Citing reliability and other concerns being created by the growth of wind power and other intermittent generation resources, the Federal Energy Regulatory Commission on Feb. 15 issued a final rule revising its regulations to require all new generators, with a few exceptions, to have the ability to provide frequency response.

Frequency response service requires a generator to change its output automatically, within seconds and for very short periods of time, to dampen large changes in grid frequency. In North America, that frequency must be maintained at roughly 60 hertz or the grid becomes unreliable. Primary frequency response, or PFR, is key in the initial stages of frequency control and occurs in the first few seconds after a frequency event.

Currently, the agency does not require generators to provide PFR or new generation resources to have frequency response capabilities as a precondition of interconnection. However, FERC has expressed concern that fewer generators are now capable of providing frequency response given the growth of variable energy resources, such as wind and solar, which traditionally were not built with that capability because of the high cost of doing so.

But that has changed, as new technology and equipment now allow a variable energy resource to provide frequency response much more easily and cheaply. Thus, after first floating the idea through a notice of inquiry and receiving mostly positive feedback, FERC in November 2016 proposed a rule that would require almost all new generating facilities interconnecting with the grid to be capable of providing PFR and to establish certain operating requirements.

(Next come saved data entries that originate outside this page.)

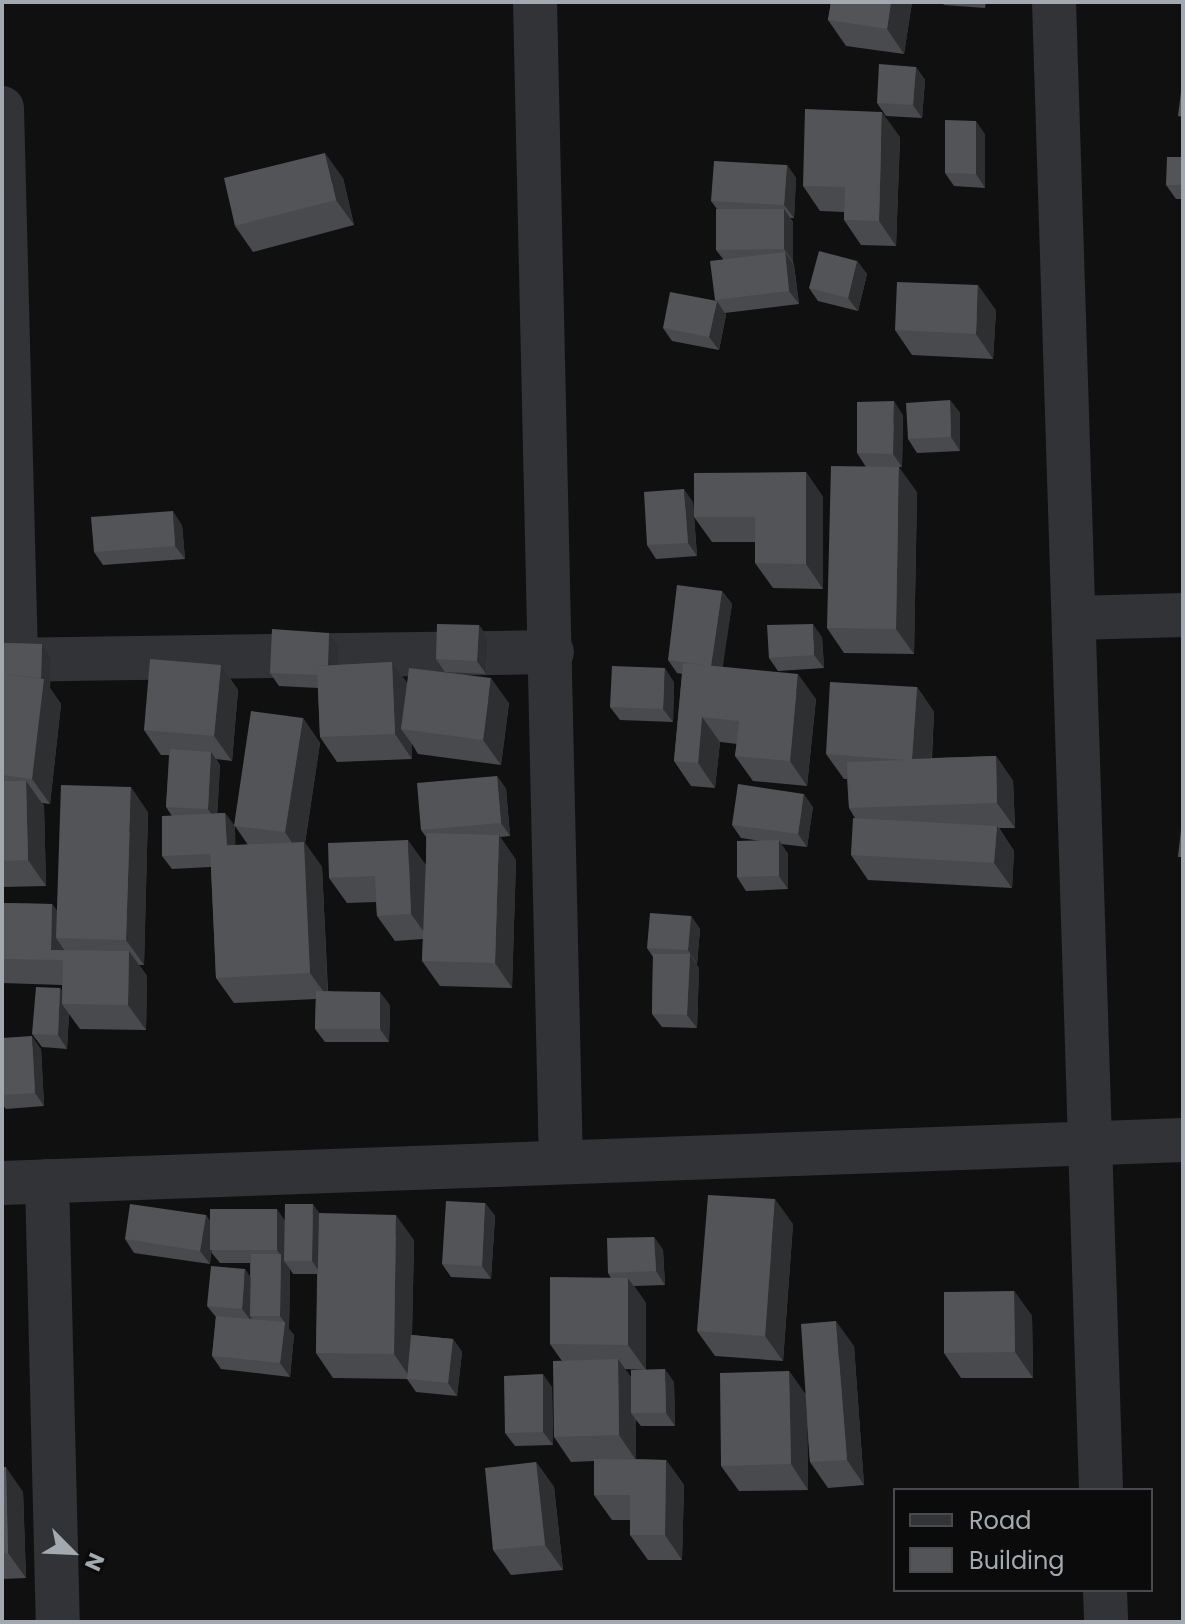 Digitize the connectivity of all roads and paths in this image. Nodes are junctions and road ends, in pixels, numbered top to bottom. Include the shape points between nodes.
1 (535, 2) edge
2 (1054, 2) edge
3 (2, 108) edge
4 (1183, 615) edge
5 (1074, 618) junction
6 (552, 652) junction
7 (9, 660) edge
8 (1183, 1140) edge
9 (1091, 1143) junction
10 (561, 1162) junction
11 (47, 1181) junction
12 (2, 1183) edge
13 (1101, 1488) edge
14 (1105, 1592) edge
15 (58, 1622) edge
16 (1106, 1622) edge

1 - 6 street
2 - 5 street
3 - 7 street
4 - 5 street
5 - 9 street
6 - 7 street
6 - 10 street
8 - 9 street
9 - 10 street
9 - 13 street
10 - 11 street
11 - 12 street
11 - 15 street
14 - 16 street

Nuclear power plants would be exempted from the rule because of restrictions in their operating licenses. In addition, FERC proposed not to impose a generic "headroom" requirement to ensure that generating facilities can boost their real power output in response to under-frequency conditions or to require that new generating facilities be compensated for complying with the proposed requirements.

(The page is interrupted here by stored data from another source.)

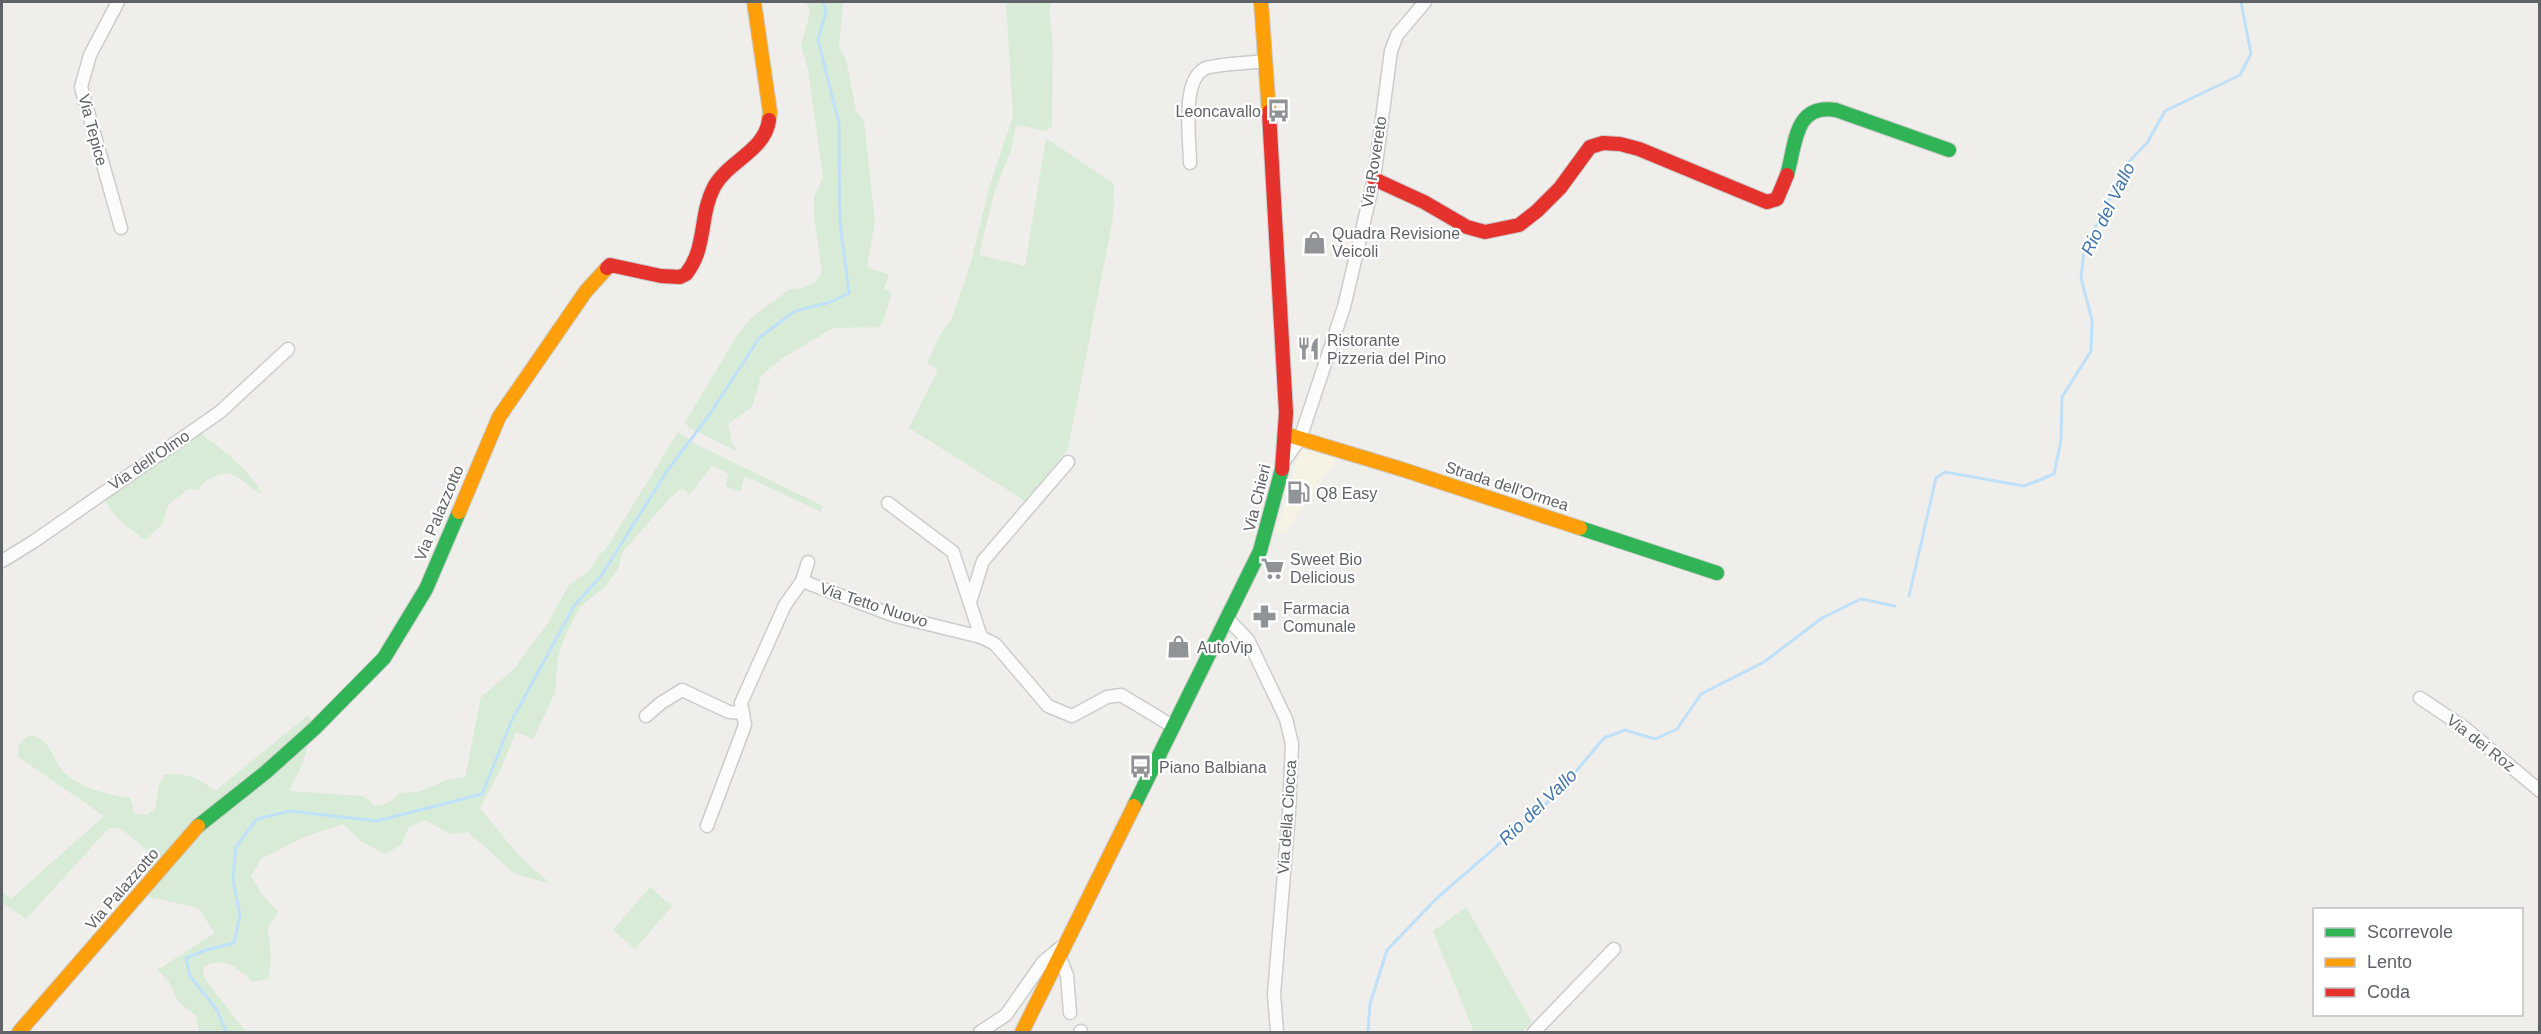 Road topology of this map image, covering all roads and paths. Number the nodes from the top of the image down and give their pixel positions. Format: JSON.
{"nodes":[{"id":1,"x":118,"y":2,"type":"edge"},
{"id":2,"x":754,"y":2,"type":"edge"},
{"id":3,"x":1261,"y":2,"type":"edge"},
{"id":4,"x":1425,"y":2,"type":"edge"},
{"id":5,"x":1265,"y":61,"type":"junction"},
{"id":6,"x":1949,"y":150,"type":"dead end"},
{"id":7,"x":1190,"y":163,"type":"dead end"},
{"id":8,"x":1374,"y":179,"type":"junction"},
{"id":9,"x":121,"y":228,"type":"dead end"},
{"id":10,"x":288,"y":349,"type":"dead end"},
{"id":11,"x":1285,"y":434,"type":"junction"},
{"id":12,"x":1300,"y":439,"type":"junction"},
{"id":13,"x":1068,"y":462,"type":"dead end"},
{"id":14,"x":1283,"y":463,"type":"junction"},
{"id":15,"x":888,"y":503,"type":"dead end"},
{"id":16,"x":2,"y":561,"type":"edge"},
{"id":17,"x":808,"y":562,"type":"dead end"},
{"id":18,"x":1717,"y":573,"type":"dead end"},
{"id":19,"x":802,"y":581,"type":"junction"},
{"id":20,"x":970,"y":602,"type":"junction"},
{"id":21,"x":1228,"y":619,"type":"junction"},
{"id":22,"x":981,"y":637,"type":"junction"},
{"id":23,"x":2420,"y":698,"type":"dead end"},
{"id":24,"x":743,"y":713,"type":"junction"},
{"id":25,"x":646,"y":716,"type":"dead end"},
{"id":26,"x":1174,"y":727,"type":"junction"},
{"id":27,"x":2540,"y":791,"type":"edge"},
{"id":28,"x":707,"y":825,"type":"dead end"},
{"id":29,"x":1614,"y":949,"type":"dead end"},
{"id":30,"x":1061,"y":951,"type":"junction"},
{"id":31,"x":1070,"y":1012,"type":"dead end"},
{"id":32,"x":19,"y":1032,"type":"edge"},
{"id":33,"x":980,"y":1032,"type":"edge"},
{"id":34,"x":1022,"y":1032,"type":"edge"},
{"id":35,"x":1277,"y":1032,"type":"edge"},
{"id":36,"x":1534,"y":1032,"type":"edge"}],
"edges":[{"from":1,"to":9,"type":"street","name":"Via Tepice"},
{"from":2,"to":32,"type":"street","name":"Via Palazzotto"},
{"from":3,"to":5,"type":"street","name":"Via Chieri"},
{"from":4,"to":8,"type":"street","name":"Via Rovereto"},
{"from":5,"to":7,"type":"street"},
{"from":5,"to":11,"type":"street","name":"Via Chieri"},
{"from":6,"to":8,"type":"street"},
{"from":8,"to":12,"type":"street","name":"Via Rovereto"},
{"from":10,"to":16,"type":"street","name":"Via dell'Olmo"},
{"from":11,"to":12,"type":"street","name":"Strada dell'Ormea"},
{"from":11,"to":14,"type":"street","name":"Via Chieri"},
{"from":12,"to":14,"type":"street","name":"Via Rovereto"},
{"from":12,"to":18,"type":"street","name":"Strada dell'Ormea"},
{"from":13,"to":20,"type":"street"},
{"from":14,"to":21,"type":"street","name":"Via Chieri"},
{"from":15,"to":20,"type":"street"},
{"from":17,"to":19,"type":"street","name":"Via Tetto Nuovo"},
{"from":19,"to":22,"type":"street","name":"Via Tetto Nuovo"},
{"from":19,"to":24,"type":"street","name":"Via Tetto Nuovo"},
{"from":20,"to":22,"type":"street"},
{"from":21,"to":26,"type":"street","name":"Via Chieri"},
{"from":21,"to":35,"type":"street","name":"Via della Ciocca"},
{"from":22,"to":26,"type":"street","name":"Via Tetto Nuovo"},
{"from":23,"to":27,"type":"street","name":"Via dei Roz"},
{"from":24,"to":25,"type":"street"},
{"from":24,"to":28,"type":"street","name":"Via Tetto Nuovo"},
{"from":26,"to":30,"type":"street","name":"Via Chieri"},
{"from":29,"to":36,"type":"street"},
{"from":30,"to":31,"type":"street"},
{"from":30,"to":33,"type":"street"},
{"from":30,"to":34,"type":"street","name":"Via Chieri"}]}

Stakeholders weighing in on the proposed rule mostly were supportive of the initiative. For instance, wind interests agreed that new wind generators could meet the proposed new requirement at a relatively low cost — in many cases, by simply changing the software settings of new wind turbines. They further agreed that FERC should not impose the new requirement on existing generators, citing the costs involved in retrofitting existing wind generators to meet such a requirement.

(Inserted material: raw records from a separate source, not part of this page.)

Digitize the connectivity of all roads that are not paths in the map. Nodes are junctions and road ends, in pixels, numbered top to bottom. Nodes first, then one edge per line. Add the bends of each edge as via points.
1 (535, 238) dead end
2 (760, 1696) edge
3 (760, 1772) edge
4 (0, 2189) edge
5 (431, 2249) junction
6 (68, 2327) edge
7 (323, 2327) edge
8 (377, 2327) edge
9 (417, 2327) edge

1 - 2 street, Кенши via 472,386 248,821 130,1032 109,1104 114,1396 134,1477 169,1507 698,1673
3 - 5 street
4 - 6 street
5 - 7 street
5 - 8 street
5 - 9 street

As outlined by staff during the agency's Feb. 15 regular open monthly meeting, the final rule — Order 842 — largely reflects the proposal, with agency officials stressing that it is intended to address the increasing impact of the evolving generation resource mix. Moreover, the agency said the reforms reflect recent technological advancements and address potential unduly discriminatory and preferential treatment of new generating facilities.

Thus, FERC now will require that all new generating facilities install, maintain and operate equipment capable of providing primary frequency response as a precondition of being allowed to interconnect with the power grid. The final rule also establishes certain minimum, uniform operating requirements.

As in the proposed rule, existing generating facilities will not be subject to the new requirements unless they take certain actions, such as making major modifications to an existing facility, that require the submission of a new interconnection request. The commission also agreed that nuclear facilities indeed should be exempt from the final rule.

However, in a major change from the original proposal, FERC decided that certain combined heat and power facilities should also be exempt from the final rule. Such facilities usually perform a dual function in that they generate electricity but also produce thermal energy that is used in manufacturing and other industrial processes. Requiring those facilities to provide PFR could impact combined heat and power facilities' ability to perform their thermal function, the commission reasoned.

A second major change from the proposal is that Order 842 addresses the unique physical and operational characteristics of electric storage resources. It requires transmission providers to include in their interconnection agreements specific accommodations and limitations on when electric storage resources will be required to provide primary frequency response. As such, newly interconnecting electric storage resources will be required to specify an operating range representing the minimum and maximum state of charge over which the resource will provide primary frequency response.

But consistent with the proposed rule, staff said the final rule does not impose a headroom requirement nor mandate that generators be compensated for complying with the rule's requirements.

Before voting on the rule during FERC's Feb. 15 meeting, Commissioner Cheryl LaFleur applauded the initiative, recalling her previously stated desire for FERC to work to sustain the reliability and resilience of the grid while adapting to the changing resource mix.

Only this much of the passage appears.